▸ **Exercise prompt**
Each line in the listing below that includes "lane" should be counted; give the total and nothing more.

▸ **Supplied entries**
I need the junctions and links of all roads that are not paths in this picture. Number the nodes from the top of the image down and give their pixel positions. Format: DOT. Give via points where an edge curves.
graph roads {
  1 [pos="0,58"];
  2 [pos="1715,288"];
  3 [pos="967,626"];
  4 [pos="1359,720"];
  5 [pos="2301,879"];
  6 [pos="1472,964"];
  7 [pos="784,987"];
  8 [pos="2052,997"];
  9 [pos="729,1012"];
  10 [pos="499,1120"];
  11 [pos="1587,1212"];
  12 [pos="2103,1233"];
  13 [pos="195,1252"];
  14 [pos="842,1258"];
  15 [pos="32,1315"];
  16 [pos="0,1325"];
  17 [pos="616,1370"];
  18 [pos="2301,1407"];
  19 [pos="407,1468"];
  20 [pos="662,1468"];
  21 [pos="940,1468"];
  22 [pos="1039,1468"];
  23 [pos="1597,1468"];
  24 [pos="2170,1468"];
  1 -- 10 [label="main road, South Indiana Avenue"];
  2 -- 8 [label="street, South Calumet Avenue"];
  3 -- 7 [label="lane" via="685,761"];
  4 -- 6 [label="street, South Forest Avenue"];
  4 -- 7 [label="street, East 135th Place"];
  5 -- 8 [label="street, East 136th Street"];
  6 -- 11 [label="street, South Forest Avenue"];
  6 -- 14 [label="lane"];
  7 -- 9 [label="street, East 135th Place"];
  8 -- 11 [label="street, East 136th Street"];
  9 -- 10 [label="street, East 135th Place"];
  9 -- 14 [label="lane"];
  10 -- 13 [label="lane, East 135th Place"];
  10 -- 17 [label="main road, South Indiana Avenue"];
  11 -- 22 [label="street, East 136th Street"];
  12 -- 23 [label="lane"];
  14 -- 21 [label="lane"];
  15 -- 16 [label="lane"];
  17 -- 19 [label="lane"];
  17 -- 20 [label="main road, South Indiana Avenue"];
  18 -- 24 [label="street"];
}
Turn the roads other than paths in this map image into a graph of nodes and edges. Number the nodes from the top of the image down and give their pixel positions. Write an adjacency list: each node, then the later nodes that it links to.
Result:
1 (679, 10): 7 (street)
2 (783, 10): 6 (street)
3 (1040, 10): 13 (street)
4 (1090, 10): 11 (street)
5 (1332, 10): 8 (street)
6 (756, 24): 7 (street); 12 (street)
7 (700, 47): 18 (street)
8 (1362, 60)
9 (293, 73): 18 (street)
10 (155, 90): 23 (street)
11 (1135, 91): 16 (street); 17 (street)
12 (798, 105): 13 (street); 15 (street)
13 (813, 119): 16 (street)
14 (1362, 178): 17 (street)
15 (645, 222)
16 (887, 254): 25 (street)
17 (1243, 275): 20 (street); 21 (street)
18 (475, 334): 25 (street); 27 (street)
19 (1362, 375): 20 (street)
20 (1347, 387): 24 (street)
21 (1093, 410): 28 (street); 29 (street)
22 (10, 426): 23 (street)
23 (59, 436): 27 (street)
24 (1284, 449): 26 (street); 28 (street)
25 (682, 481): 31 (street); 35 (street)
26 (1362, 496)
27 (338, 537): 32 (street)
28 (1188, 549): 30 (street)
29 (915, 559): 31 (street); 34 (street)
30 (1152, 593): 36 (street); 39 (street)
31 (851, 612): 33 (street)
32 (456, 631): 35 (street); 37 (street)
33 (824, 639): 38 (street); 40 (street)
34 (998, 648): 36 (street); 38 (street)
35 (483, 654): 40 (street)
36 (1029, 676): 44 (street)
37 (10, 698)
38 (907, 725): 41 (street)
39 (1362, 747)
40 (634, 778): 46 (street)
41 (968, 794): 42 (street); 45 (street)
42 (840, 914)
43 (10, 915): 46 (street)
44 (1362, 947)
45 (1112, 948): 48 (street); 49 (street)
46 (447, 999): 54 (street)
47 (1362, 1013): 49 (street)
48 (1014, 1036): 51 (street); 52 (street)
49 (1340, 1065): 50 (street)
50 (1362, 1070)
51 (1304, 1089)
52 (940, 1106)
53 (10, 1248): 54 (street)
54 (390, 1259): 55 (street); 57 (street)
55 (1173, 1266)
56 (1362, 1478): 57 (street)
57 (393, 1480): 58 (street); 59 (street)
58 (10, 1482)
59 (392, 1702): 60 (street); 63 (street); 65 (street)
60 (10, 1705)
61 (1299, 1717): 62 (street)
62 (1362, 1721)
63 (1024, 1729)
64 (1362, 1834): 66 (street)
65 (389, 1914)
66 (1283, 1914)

▸ **Output of the exercise**
8